··· THE DATA ···

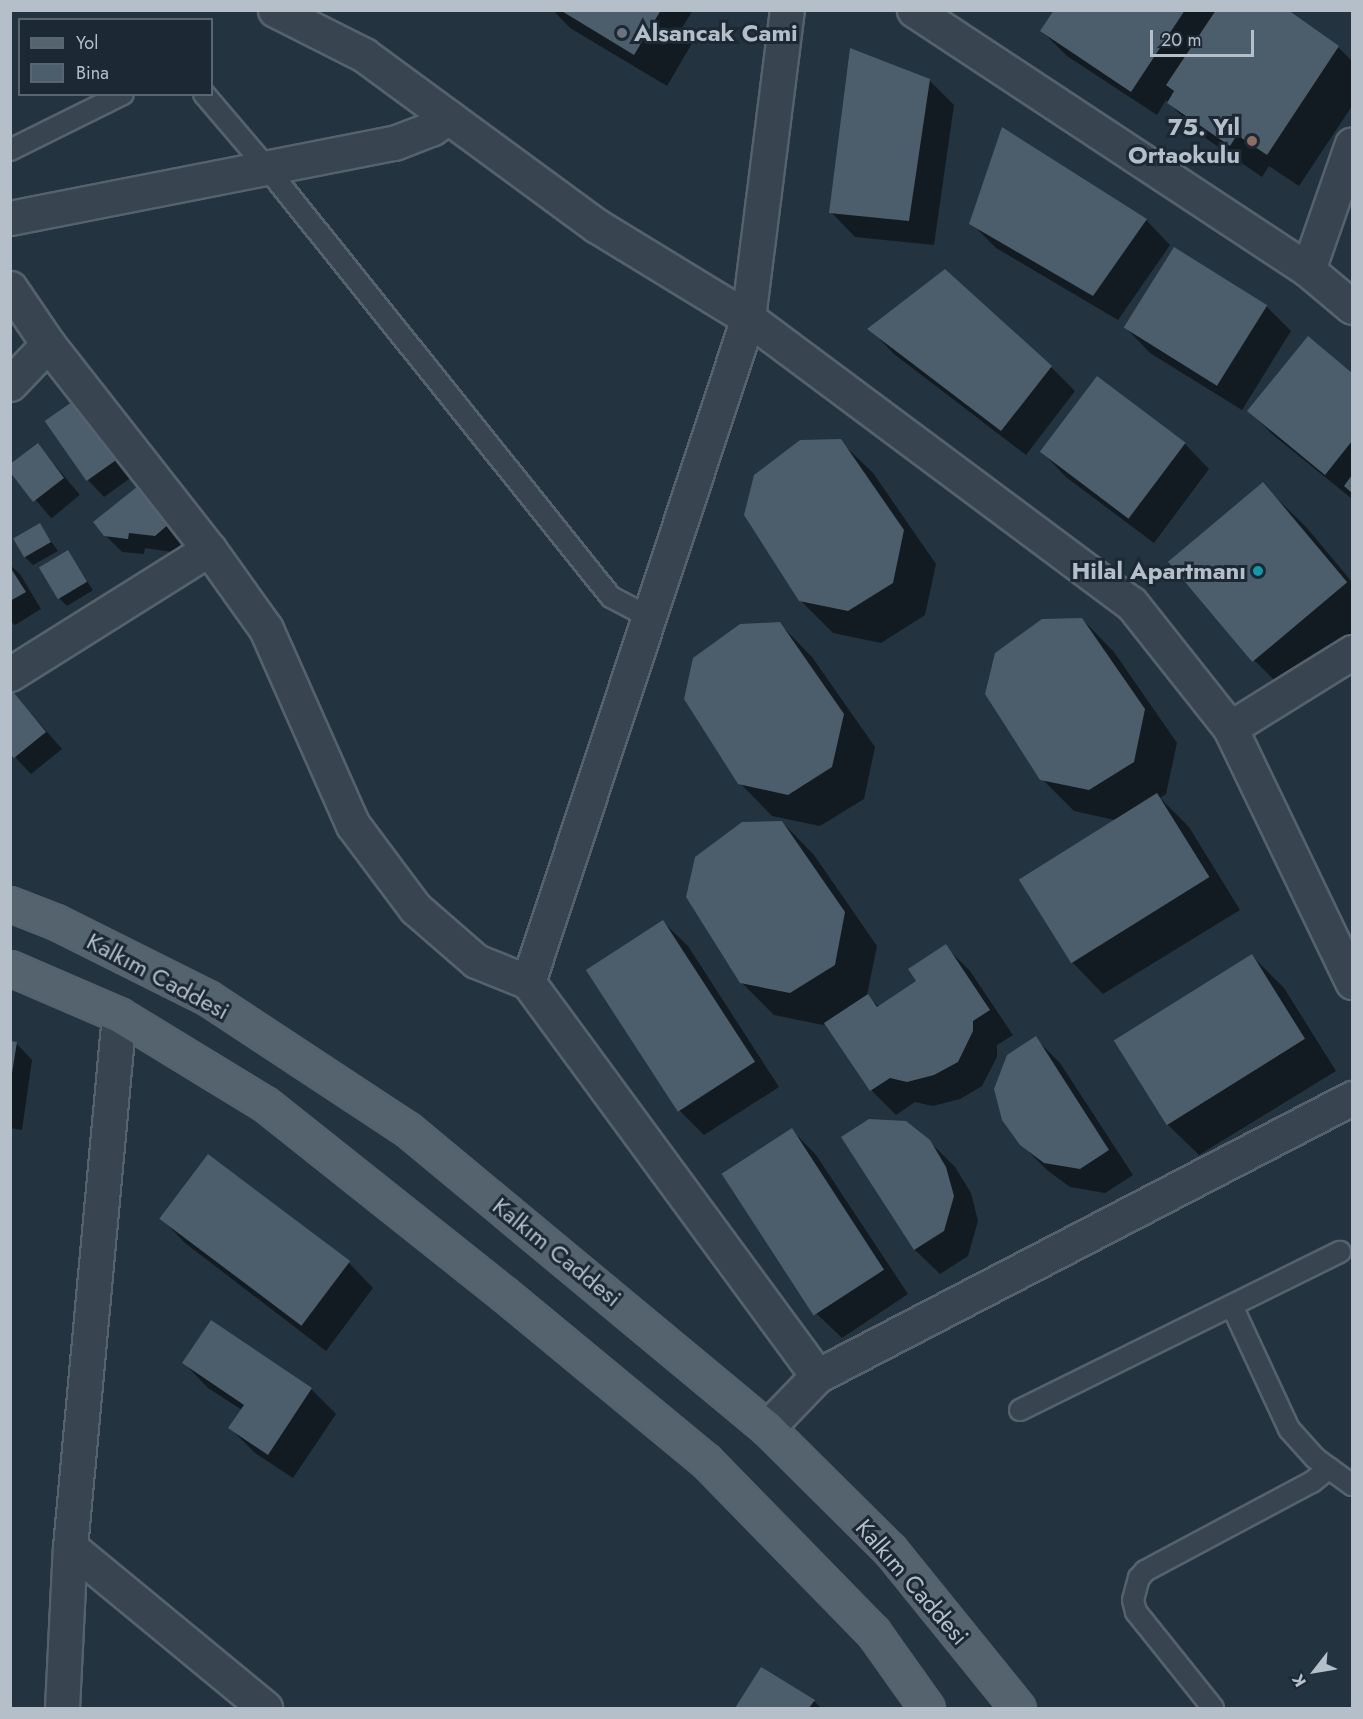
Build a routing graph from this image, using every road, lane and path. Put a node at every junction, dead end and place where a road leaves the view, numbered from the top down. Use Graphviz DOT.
graph roads {
  1 [pos="275,10"];
  2 [pos="787,10"];
  3 [pos="914,10"];
  4 [pos="119,96"];
  5 [pos="206,96"];
  6 [pos="448,117"];
  7 [pos="1353,144"];
  8 [pos="10,150"];
  9 [pos="267,168"];
  10 [pos="10,218"];
  11 [pos="1308,270"];
  12 [pos="10,288"];
  13 [pos="1353,308"];
  14 [pos="748,318"];
  15 [pos="48,344"];
  16 [pos="10,384"];
  17 [pos="209,549"];
  18 [pos="649,617"];
  19 [pos="1353,652"];
  20 [pos="10,674"];
  21 [pos="1230,728"];
  22 [pos="10,903"];
  23 [pos="10,968"];
  24 [pos="528,982"];
  25 [pos="1353,982"];
  26 [pos="118,1015"];
  27 [pos="1353,1098"];
  28 [pos="1340,1252"];
  29 [pos="1232,1306"];
  30 [pos="817,1376"];
  31 [pos="1020,1410"];
  32 [pos="767,1428"];
  33 [pos="1329,1468"];
  34 [pos="1353,1485"];
  35 [pos="70,1547"];
  36 [pos="62,1708"];
  37 [pos="265,1708"];
  38 [pos="927,1708"];
  39 [pos="1017,1708"];
  40 [pos="1213,1708"];
  1 -- 6 [label="street"];
  2 -- 14 [label="street"];
  3 -- 11 [label="street"];
  4 -- 8 [label="lane"];
  5 -- 9 [label="lane"];
  6 -- 9 [label="street"];
  6 -- 14 [label="street"];
  7 -- 11 [label="street"];
  9 -- 10 [label="street"];
  9 -- 18 [label="lane"];
  11 -- 13 [label="street"];
  12 -- 15 [label="street"];
  14 -- 18 [label="street"];
  14 -- 21 [label="street"];
  15 -- 16 [label="street"];
  15 -- 17 [label="street"];
  17 -- 20 [label="street"];
  17 -- 24 [label="street"];
  18 -- 24 [label="street"];
  19 -- 21 [label="street"];
  21 -- 25 [label="street"];
  22 -- 32 [label="main road, Kalkım Caddesi"];
  23 -- 26 [label="main road"];
  24 -- 30 [label="street"];
  26 -- 35 [label="street"];
  26 -- 38 [label="main road"];
  27 -- 30 [label="street"];
  28 -- 29 [label="lane"];
  29 -- 31 [label="lane"];
  29 -- 33 [label="lane"];
  30 -- 32 [label="street"];
  32 -- 39 [label="main road, Kalkım Caddesi"];
  33 -- 34 [label="lane"];
  33 -- 40 [label="lane"];
  35 -- 36 [label="street"];
  35 -- 37 [label="street"];
}
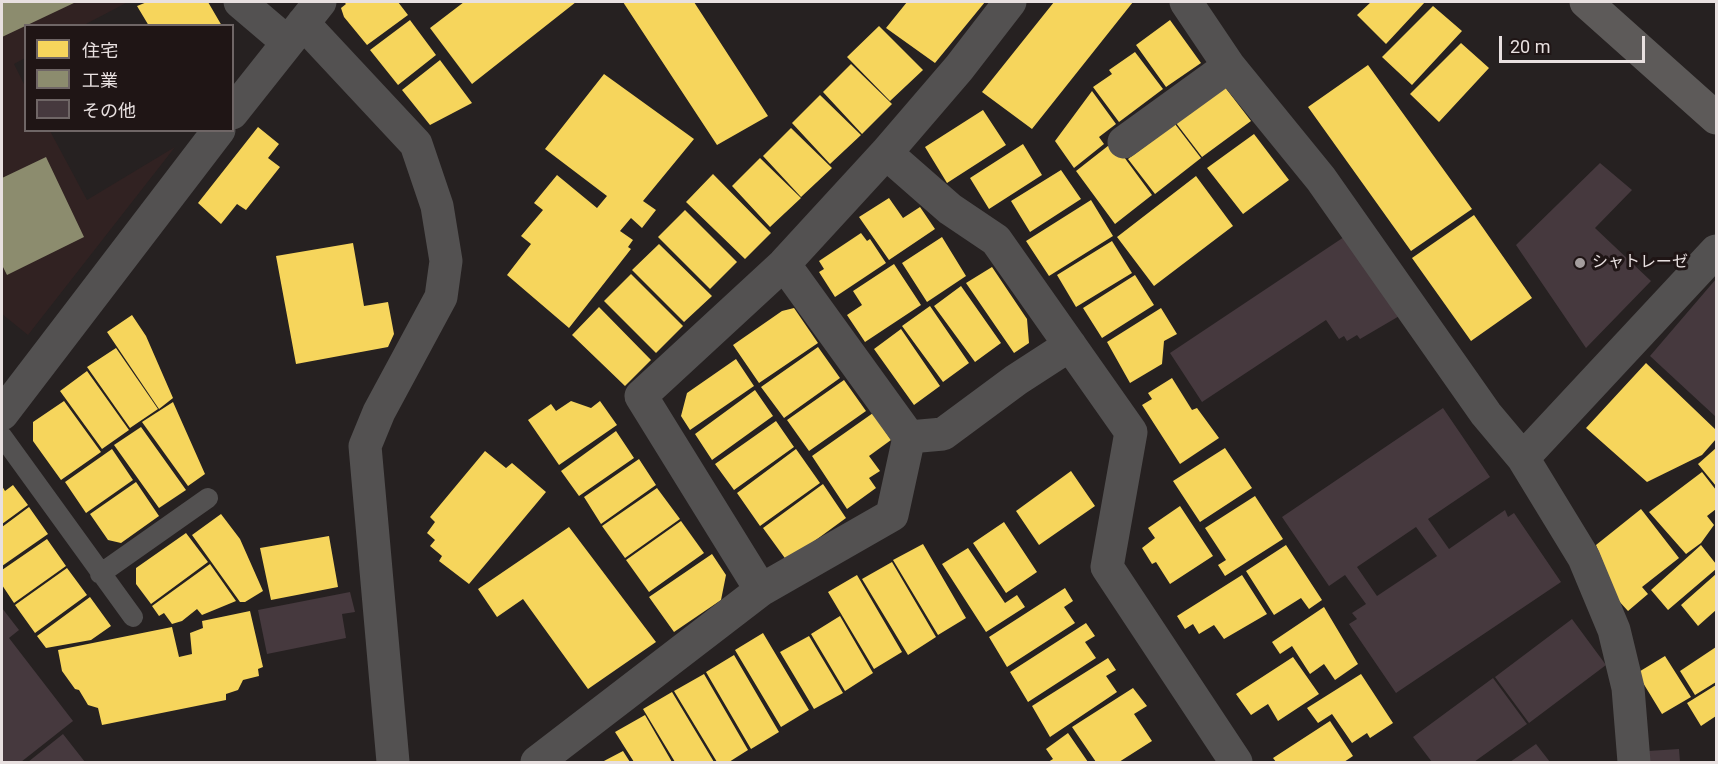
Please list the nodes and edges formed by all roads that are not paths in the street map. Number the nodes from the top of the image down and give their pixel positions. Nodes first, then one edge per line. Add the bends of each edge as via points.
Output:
1 (240, 2) edge
2 (1010, 2) edge
3 (1186, 2) edge
4 (1586, 2) edge
5 (304, 22) edge
6 (1229, 66) junction
7 (234, 110) edge
8 (1716, 118) edge
9 (217, 132) edge
10 (1124, 142) dead end
11 (886, 153) junction
12 (1716, 250) edge
13 (784, 264) junction
14 (1070, 345) junction
15 (2, 414) edge
16 (2, 436) edge
17 (909, 437) junction
18 (1522, 458) junction
19 (208, 498) dead end
20 (100, 574) junction
21 (761, 590) junction
22 (134, 618) dead end
23 (393, 762) edge
24 (537, 762) edge
25 (1236, 762) edge
26 (1634, 762) edge

1 - 5 street
2 - 11 street
3 - 6 street
4 - 8 main road
5 - 7 street
5 - 23 street via 416,144 437,206 446,261 441,297 365,446
6 - 10 street
6 - 18 street via 1321,179 1486,414
9 - 15 street
11 - 13 street
11 - 14 street via 950,208 996,240
12 - 18 street
13 - 17 street
13 - 21 street via 641,396
14 - 17 street via 943,434
14 - 25 street via 1131,432 1107,567
16 - 20 lane
17 - 21 street via 892,515
18 - 26 street via 1584,558 1614,630 1628,688
19 - 20 lane
20 - 22 lane
21 - 24 street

···

(WORK REQUEST): With "from" as the word to match, copy each line of the records that has it.

(ANSWER SECTION):
Build a routing graph from this image, using every road, lane and path. Put a node at every junction, dead end and place where a road leaves the view, numbered from the top down. Use Graphviz DOT.
Please list the nodes and edges formed by all roads that are not paths in the street map. Number the nodes from the top of the image down and give their pixel positions. Nodes first, then one edge per line. Add the bends of each edge as via points.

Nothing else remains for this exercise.